─── Available data ───

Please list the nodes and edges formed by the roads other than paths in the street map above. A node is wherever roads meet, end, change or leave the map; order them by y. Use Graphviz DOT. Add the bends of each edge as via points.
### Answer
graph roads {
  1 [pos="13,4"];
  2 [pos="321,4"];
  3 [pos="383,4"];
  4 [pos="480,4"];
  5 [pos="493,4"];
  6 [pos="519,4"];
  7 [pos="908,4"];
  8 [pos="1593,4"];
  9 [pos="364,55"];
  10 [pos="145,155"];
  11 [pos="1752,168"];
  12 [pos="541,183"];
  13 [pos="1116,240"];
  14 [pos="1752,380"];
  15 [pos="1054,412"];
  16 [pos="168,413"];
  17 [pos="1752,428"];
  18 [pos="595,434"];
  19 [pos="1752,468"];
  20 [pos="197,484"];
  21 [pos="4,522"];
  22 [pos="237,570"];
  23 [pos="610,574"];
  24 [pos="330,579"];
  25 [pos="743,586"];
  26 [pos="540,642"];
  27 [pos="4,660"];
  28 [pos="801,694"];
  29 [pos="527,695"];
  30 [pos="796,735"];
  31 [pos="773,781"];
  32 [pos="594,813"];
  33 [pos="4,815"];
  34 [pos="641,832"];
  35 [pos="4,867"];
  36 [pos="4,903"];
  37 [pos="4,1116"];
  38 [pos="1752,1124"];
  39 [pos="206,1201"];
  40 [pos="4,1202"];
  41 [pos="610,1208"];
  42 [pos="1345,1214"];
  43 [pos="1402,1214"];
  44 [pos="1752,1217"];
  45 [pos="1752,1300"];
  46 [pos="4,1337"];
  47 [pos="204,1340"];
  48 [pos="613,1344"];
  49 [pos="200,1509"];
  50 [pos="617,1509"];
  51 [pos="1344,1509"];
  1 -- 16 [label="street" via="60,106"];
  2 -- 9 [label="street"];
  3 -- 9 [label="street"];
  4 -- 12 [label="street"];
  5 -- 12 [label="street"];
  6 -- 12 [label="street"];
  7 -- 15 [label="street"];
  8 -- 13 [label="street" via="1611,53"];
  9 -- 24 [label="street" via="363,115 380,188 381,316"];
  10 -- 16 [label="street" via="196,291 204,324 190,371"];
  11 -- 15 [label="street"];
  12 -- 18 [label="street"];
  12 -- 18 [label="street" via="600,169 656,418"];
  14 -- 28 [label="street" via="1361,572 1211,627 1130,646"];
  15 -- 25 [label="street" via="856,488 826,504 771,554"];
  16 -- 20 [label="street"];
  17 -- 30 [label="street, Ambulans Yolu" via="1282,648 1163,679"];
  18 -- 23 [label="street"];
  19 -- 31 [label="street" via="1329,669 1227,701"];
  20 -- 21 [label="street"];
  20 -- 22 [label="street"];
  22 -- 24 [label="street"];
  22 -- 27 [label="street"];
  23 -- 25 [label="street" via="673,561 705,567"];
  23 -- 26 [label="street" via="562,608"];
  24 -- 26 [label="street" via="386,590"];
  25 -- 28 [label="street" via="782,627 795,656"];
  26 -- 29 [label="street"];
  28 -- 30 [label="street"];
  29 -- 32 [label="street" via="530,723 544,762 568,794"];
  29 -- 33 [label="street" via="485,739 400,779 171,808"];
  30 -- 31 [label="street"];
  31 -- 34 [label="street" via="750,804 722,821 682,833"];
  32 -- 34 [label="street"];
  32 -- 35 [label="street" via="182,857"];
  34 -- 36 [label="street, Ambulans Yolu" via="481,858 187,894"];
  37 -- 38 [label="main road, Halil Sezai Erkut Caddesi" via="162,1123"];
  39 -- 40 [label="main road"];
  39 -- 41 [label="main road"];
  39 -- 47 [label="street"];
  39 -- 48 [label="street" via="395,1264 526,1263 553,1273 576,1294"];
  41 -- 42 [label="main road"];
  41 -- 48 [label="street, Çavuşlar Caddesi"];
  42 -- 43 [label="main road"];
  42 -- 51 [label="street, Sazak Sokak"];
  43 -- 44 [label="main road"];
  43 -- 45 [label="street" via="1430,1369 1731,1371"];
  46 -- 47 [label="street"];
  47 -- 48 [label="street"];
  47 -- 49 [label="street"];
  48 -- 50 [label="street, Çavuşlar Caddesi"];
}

───

__What you should do__
Copy out each record above exactly, leaving nothing out.

__Completed task__
Please list the nodes and edges formed by the roads other than paths in the street map above. A node is wherever roads meet, end, change or leave the map; order them by y. Use Graphviz DOT. Add the bends of each edge as via points.
### Answer
graph roads {
  1 [pos="13,4"];
  2 [pos="321,4"];
  3 [pos="383,4"];
  4 [pos="480,4"];
  5 [pos="493,4"];
  6 [pos="519,4"];
  7 [pos="908,4"];
  8 [pos="1593,4"];
  9 [pos="364,55"];
  10 [pos="145,155"];
  11 [pos="1752,168"];
  12 [pos="541,183"];
  13 [pos="1116,240"];
  14 [pos="1752,380"];
  15 [pos="1054,412"];
  16 [pos="168,413"];
  17 [pos="1752,428"];
  18 [pos="595,434"];
  19 [pos="1752,468"];
  20 [pos="197,484"];
  21 [pos="4,522"];
  22 [pos="237,570"];
  23 [pos="610,574"];
  24 [pos="330,579"];
  25 [pos="743,586"];
  26 [pos="540,642"];
  27 [pos="4,660"];
  28 [pos="801,694"];
  29 [pos="527,695"];
  30 [pos="796,735"];
  31 [pos="773,781"];
  32 [pos="594,813"];
  33 [pos="4,815"];
  34 [pos="641,832"];
  35 [pos="4,867"];
  36 [pos="4,903"];
  37 [pos="4,1116"];
  38 [pos="1752,1124"];
  39 [pos="206,1201"];
  40 [pos="4,1202"];
  41 [pos="610,1208"];
  42 [pos="1345,1214"];
  43 [pos="1402,1214"];
  44 [pos="1752,1217"];
  45 [pos="1752,1300"];
  46 [pos="4,1337"];
  47 [pos="204,1340"];
  48 [pos="613,1344"];
  49 [pos="200,1509"];
  50 [pos="617,1509"];
  51 [pos="1344,1509"];
  1 -- 16 [label="street" via="60,106"];
  2 -- 9 [label="street"];
  3 -- 9 [label="street"];
  4 -- 12 [label="street"];
  5 -- 12 [label="street"];
  6 -- 12 [label="street"];
  7 -- 15 [label="street"];
  8 -- 13 [label="street" via="1611,53"];
  9 -- 24 [label="street" via="363,115 380,188 381,316"];
  10 -- 16 [label="street" via="196,291 204,324 190,371"];
  11 -- 15 [label="street"];
  12 -- 18 [label="street"];
  12 -- 18 [label="street" via="600,169 656,418"];
  14 -- 28 [label="street" via="1361,572 1211,627 1130,646"];
  15 -- 25 [label="street" via="856,488 826,504 771,554"];
  16 -- 20 [label="street"];
  17 -- 30 [label="street, Ambulans Yolu" via="1282,648 1163,679"];
  18 -- 23 [label="street"];
  19 -- 31 [label="street" via="1329,669 1227,701"];
  20 -- 21 [label="street"];
  20 -- 22 [label="street"];
  22 -- 24 [label="street"];
  22 -- 27 [label="street"];
  23 -- 25 [label="street" via="673,561 705,567"];
  23 -- 26 [label="street" via="562,608"];
  24 -- 26 [label="street" via="386,590"];
  25 -- 28 [label="street" via="782,627 795,656"];
  26 -- 29 [label="street"];
  28 -- 30 [label="street"];
  29 -- 32 [label="street" via="530,723 544,762 568,794"];
  29 -- 33 [label="street" via="485,739 400,779 171,808"];
  30 -- 31 [label="street"];
  31 -- 34 [label="street" via="750,804 722,821 682,833"];
  32 -- 34 [label="street"];
  32 -- 35 [label="street" via="182,857"];
  34 -- 36 [label="street, Ambulans Yolu" via="481,858 187,894"];
  37 -- 38 [label="main road, Halil Sezai Erkut Caddesi" via="162,1123"];
  39 -- 40 [label="main road"];
  39 -- 41 [label="main road"];
  39 -- 47 [label="street"];
  39 -- 48 [label="street" via="395,1264 526,1263 553,1273 576,1294"];
  41 -- 42 [label="main road"];
  41 -- 48 [label="street, Çavuşlar Caddesi"];
  42 -- 43 [label="main road"];
  42 -- 51 [label="street, Sazak Sokak"];
  43 -- 44 [label="main road"];
  43 -- 45 [label="street" via="1430,1369 1731,1371"];
  46 -- 47 [label="street"];
  47 -- 48 [label="street"];
  47 -- 49 [label="street"];
  48 -- 50 [label="street, Çavuşlar Caddesi"];
}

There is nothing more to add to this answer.